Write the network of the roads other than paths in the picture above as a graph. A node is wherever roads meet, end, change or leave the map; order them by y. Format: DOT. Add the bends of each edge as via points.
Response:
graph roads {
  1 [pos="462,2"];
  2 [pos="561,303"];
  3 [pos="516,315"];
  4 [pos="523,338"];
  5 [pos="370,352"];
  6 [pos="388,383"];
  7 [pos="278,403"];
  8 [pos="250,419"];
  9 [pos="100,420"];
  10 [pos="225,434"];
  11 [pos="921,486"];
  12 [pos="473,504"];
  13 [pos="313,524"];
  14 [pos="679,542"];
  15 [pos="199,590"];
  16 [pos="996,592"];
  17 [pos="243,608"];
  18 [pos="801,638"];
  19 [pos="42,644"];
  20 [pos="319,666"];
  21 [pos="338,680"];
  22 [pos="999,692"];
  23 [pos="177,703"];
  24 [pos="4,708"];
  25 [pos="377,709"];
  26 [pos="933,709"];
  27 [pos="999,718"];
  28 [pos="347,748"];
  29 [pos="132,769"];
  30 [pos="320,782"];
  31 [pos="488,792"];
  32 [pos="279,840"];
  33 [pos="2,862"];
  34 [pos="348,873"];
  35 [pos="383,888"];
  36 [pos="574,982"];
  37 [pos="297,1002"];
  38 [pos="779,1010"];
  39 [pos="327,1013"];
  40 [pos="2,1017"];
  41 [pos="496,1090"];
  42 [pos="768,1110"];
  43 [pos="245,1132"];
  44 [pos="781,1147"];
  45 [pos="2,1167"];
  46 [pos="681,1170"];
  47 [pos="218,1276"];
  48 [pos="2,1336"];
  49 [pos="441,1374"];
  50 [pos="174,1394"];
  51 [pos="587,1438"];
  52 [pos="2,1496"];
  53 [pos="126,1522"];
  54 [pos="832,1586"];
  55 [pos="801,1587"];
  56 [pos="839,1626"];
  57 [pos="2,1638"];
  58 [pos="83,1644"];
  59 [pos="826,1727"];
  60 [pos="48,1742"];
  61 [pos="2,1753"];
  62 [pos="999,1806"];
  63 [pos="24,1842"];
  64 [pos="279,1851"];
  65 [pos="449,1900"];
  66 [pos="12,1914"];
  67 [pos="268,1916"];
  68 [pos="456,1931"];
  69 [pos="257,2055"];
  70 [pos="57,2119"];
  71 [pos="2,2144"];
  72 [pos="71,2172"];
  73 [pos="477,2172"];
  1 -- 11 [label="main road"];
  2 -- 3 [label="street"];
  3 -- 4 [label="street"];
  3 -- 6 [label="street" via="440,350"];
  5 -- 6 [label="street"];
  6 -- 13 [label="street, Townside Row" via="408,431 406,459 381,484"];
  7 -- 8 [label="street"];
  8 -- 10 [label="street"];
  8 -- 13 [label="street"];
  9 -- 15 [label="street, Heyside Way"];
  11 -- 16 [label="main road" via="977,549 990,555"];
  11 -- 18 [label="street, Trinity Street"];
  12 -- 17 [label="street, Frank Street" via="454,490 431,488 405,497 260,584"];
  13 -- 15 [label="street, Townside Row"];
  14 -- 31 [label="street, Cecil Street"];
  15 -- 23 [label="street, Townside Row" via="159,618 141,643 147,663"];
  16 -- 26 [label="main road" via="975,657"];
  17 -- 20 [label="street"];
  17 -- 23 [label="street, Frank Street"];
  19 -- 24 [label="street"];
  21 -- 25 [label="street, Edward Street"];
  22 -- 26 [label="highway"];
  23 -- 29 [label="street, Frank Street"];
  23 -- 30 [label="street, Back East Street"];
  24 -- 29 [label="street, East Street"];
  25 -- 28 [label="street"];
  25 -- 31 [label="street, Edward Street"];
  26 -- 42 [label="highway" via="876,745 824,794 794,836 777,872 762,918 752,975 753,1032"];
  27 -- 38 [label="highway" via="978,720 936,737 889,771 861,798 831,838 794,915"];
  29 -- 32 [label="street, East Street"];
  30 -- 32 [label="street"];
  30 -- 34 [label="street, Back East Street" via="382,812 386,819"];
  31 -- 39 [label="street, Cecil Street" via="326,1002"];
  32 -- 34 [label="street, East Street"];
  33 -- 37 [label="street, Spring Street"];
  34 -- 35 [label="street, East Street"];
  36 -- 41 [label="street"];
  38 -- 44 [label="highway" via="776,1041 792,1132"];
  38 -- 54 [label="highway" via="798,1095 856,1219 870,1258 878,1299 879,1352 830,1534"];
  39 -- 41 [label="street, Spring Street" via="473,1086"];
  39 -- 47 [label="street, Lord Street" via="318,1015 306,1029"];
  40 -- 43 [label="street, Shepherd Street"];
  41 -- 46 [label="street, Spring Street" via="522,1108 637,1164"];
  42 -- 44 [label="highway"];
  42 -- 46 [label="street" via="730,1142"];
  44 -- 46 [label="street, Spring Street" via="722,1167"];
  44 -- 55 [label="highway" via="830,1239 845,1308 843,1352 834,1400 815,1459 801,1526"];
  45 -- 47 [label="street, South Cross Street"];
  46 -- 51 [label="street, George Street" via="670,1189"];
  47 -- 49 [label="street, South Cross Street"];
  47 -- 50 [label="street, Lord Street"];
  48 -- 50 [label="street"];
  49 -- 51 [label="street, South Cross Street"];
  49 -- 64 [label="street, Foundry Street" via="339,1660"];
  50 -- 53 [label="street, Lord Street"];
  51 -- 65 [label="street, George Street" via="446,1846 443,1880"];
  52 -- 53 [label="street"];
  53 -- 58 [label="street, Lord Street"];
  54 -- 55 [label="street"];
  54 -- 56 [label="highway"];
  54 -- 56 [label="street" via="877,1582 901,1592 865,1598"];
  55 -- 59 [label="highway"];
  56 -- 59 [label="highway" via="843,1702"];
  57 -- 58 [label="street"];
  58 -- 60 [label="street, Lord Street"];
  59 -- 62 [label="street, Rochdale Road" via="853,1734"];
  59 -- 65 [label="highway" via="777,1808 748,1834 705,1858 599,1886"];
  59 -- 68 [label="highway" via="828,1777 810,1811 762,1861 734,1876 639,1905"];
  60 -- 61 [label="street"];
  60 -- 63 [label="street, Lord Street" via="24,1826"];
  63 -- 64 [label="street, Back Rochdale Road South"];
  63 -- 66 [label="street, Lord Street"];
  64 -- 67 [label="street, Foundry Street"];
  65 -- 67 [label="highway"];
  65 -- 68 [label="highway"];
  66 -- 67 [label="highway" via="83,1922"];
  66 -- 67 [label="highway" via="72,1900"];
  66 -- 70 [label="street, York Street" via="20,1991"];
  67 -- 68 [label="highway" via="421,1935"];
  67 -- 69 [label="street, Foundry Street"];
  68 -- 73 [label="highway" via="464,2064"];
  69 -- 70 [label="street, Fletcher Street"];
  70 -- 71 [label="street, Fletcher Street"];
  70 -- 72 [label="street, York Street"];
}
* * *
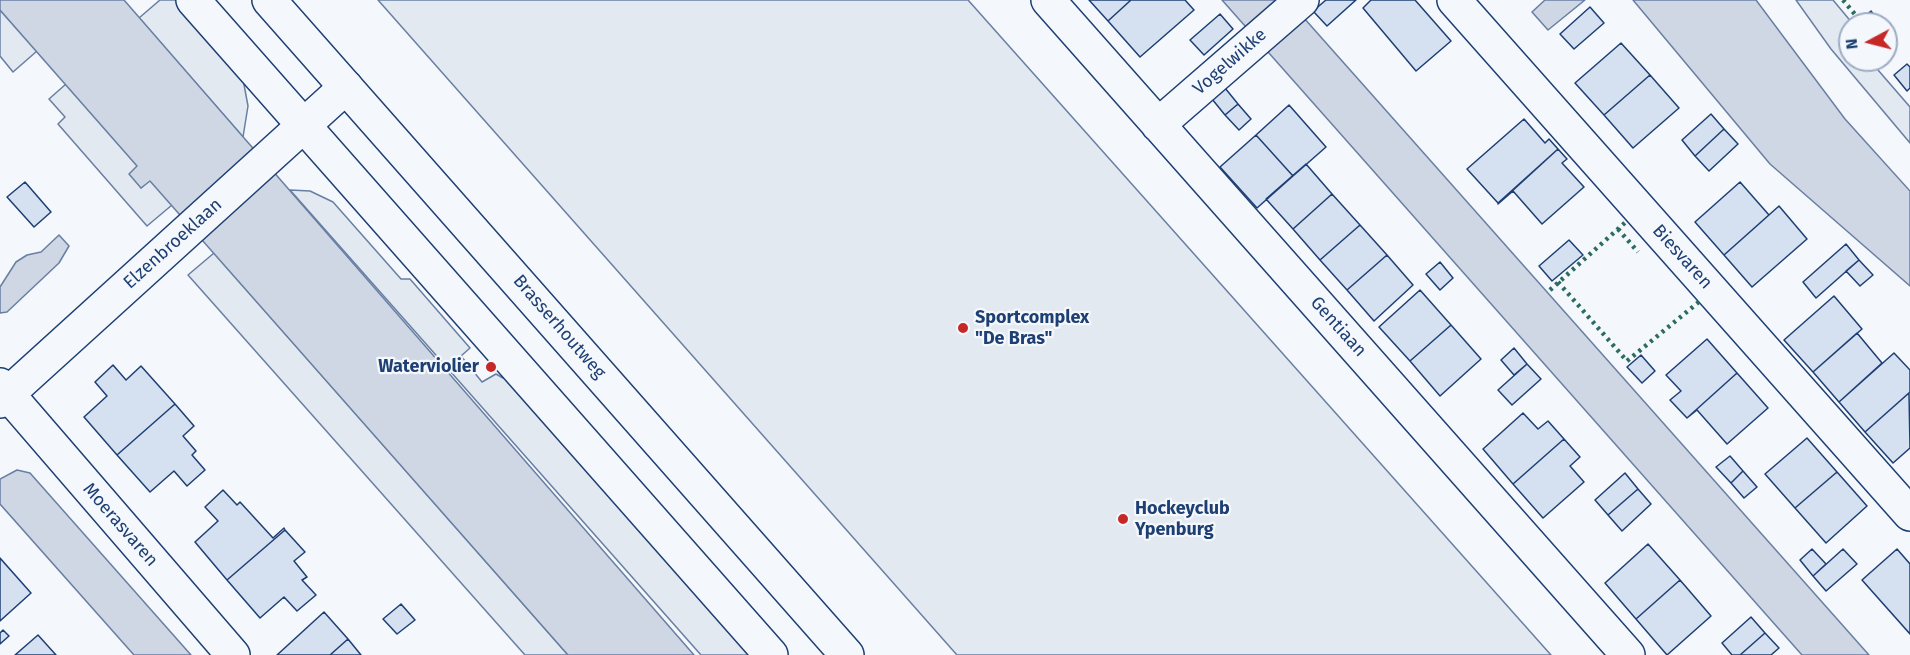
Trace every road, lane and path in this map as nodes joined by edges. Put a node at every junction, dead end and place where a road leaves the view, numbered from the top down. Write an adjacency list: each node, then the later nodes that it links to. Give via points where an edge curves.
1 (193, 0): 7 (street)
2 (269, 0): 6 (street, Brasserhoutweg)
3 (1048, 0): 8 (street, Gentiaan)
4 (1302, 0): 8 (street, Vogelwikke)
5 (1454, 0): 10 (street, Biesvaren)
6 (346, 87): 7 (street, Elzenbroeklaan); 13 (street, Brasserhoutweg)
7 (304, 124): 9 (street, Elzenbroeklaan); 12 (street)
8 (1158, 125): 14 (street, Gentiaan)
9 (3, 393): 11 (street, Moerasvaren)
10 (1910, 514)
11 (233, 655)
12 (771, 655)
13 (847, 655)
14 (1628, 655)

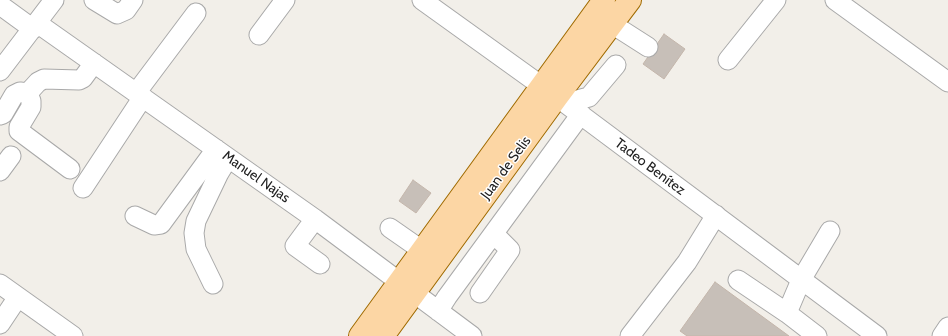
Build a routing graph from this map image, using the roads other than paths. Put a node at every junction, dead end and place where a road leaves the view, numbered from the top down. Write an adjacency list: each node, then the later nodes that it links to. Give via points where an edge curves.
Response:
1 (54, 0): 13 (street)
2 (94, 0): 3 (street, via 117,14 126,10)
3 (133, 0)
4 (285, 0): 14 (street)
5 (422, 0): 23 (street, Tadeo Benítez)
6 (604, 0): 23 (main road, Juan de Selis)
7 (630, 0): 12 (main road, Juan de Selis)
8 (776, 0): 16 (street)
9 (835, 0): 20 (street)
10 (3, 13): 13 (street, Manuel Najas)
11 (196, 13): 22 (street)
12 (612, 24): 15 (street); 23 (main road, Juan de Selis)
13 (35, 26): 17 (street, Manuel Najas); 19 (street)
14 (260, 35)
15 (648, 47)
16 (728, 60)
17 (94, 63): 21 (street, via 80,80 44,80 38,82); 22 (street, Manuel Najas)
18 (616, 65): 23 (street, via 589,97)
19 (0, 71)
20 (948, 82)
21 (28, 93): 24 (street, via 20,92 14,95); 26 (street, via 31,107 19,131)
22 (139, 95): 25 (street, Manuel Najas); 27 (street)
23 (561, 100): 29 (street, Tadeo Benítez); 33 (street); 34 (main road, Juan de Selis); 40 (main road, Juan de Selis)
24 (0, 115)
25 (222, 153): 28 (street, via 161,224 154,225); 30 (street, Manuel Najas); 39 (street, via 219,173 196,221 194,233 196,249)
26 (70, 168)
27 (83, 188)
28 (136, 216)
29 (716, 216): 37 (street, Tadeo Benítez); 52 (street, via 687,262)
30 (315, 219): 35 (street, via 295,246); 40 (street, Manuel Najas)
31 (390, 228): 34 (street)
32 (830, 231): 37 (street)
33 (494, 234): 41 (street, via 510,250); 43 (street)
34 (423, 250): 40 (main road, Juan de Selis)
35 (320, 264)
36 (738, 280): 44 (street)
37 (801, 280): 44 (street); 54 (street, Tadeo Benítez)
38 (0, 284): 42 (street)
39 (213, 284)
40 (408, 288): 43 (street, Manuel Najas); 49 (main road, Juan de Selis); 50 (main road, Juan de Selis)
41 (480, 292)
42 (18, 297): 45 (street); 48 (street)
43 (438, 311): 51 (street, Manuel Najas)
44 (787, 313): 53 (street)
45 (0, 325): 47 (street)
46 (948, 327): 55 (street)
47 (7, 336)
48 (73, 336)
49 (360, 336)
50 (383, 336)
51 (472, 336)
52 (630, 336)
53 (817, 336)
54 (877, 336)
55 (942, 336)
---
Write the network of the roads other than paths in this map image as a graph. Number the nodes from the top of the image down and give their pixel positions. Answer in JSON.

How to complete this task >> Each line of the listing that contains the word "image" must be counted. Give only the resulting figure.

Answer space >> 2